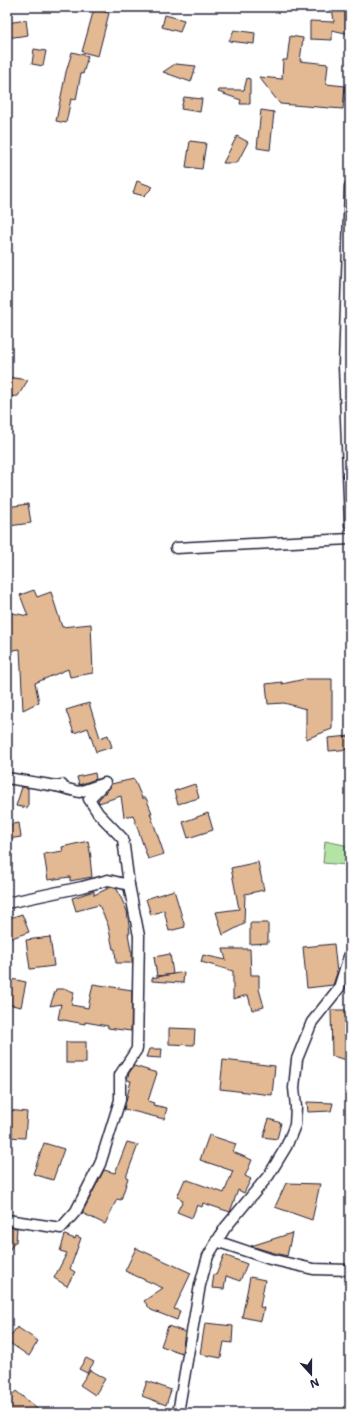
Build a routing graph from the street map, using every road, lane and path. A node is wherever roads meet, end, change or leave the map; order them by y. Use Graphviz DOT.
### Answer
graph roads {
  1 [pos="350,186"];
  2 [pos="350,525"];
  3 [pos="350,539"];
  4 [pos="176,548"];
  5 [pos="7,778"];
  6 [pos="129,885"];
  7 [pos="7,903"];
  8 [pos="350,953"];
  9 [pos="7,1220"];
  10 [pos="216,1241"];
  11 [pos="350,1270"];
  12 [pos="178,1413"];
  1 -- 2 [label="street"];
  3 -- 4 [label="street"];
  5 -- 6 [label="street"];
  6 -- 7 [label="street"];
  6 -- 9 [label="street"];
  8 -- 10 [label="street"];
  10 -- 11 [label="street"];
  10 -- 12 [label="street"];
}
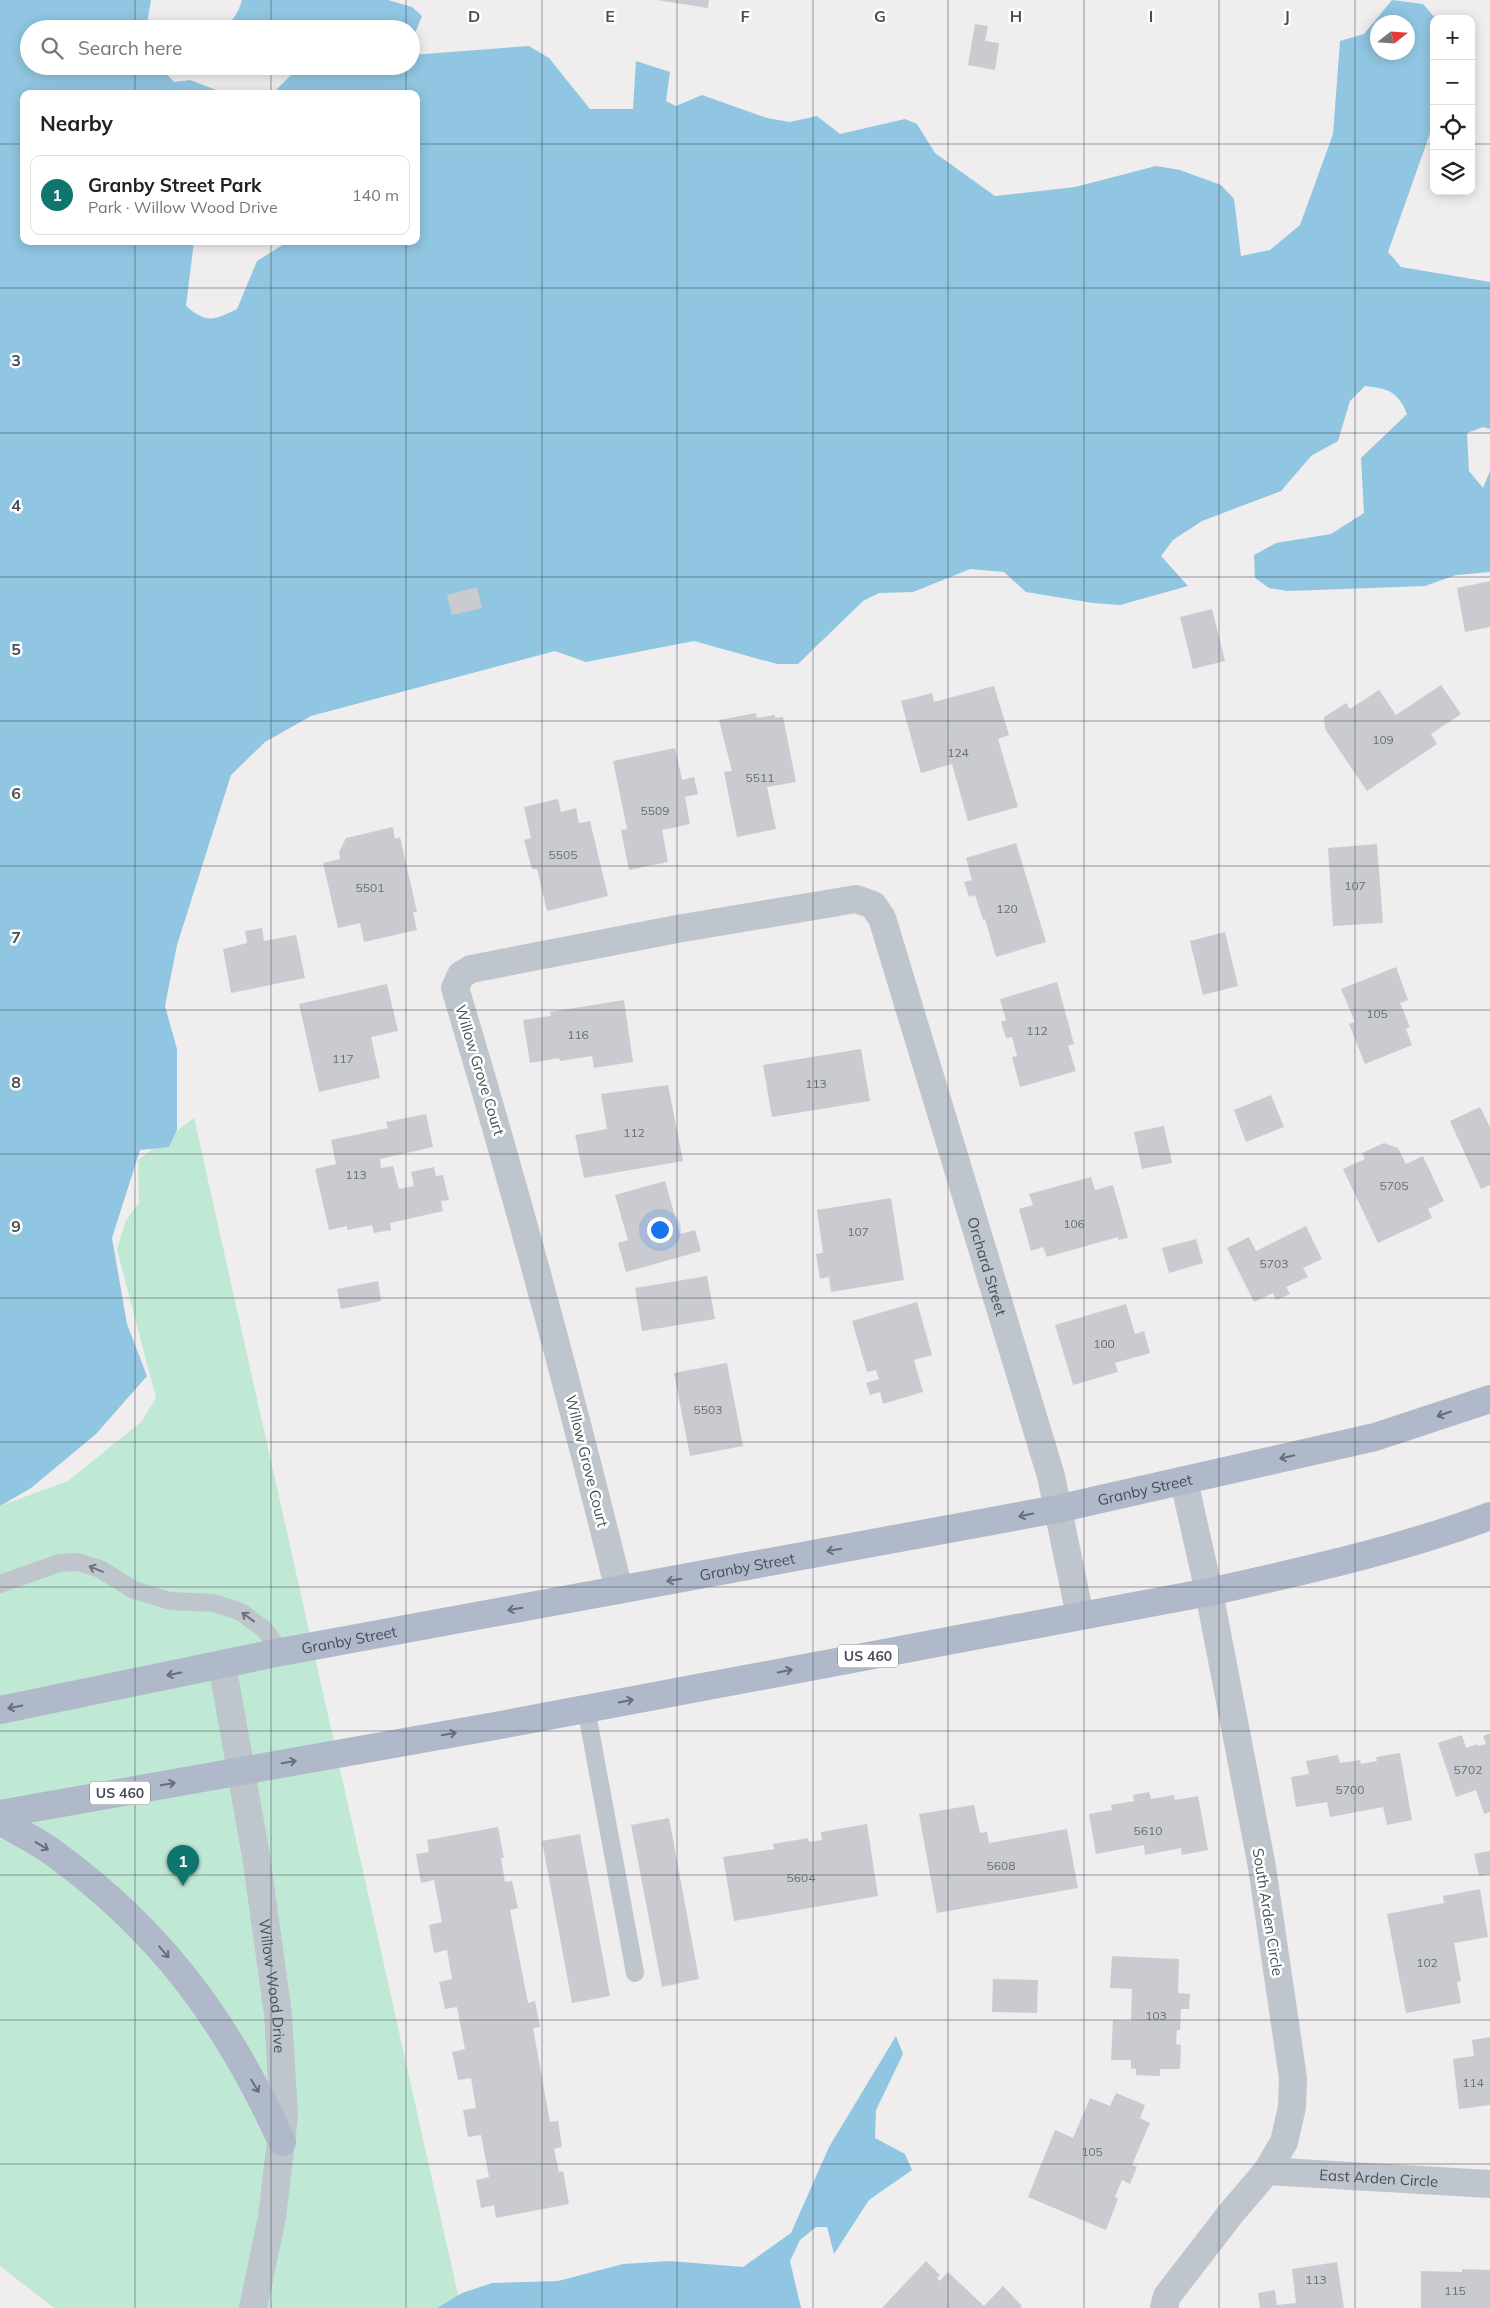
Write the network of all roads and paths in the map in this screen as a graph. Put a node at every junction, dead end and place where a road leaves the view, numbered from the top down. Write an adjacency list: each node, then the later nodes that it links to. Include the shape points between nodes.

========

What is being asked: Skipping every picture, reproduce the records word for word.

Written answer:
Build a routing graph from the street map, using every road, lane and path. A node is wherever roads meet, end, change or leave the map; order them by y. Use Graphviz DOT.
### Answer
graph roads {
  1 [pos="350,186"];
  2 [pos="350,525"];
  3 [pos="350,539"];
  4 [pos="176,548"];
  5 [pos="7,778"];
  6 [pos="129,885"];
  7 [pos="7,903"];
  8 [pos="350,953"];
  9 [pos="7,1220"];
  10 [pos="216,1241"];
  11 [pos="350,1270"];
  12 [pos="178,1413"];
  1 -- 2 [label="street"];
  3 -- 4 [label="street"];
  5 -- 6 [label="street"];
  6 -- 7 [label="street"];
  6 -- 9 [label="street"];
  8 -- 10 [label="street"];
  10 -- 11 [label="street"];
  10 -- 12 [label="street"];
}
Write the network of all roads and paths in the map in this screen as a graph. Put a node at every junction, dead end and place where a road leaves the view, numbered from the top down. Write an adjacency list: each node, then the later nodes that it links to. Include the shape points between nodes.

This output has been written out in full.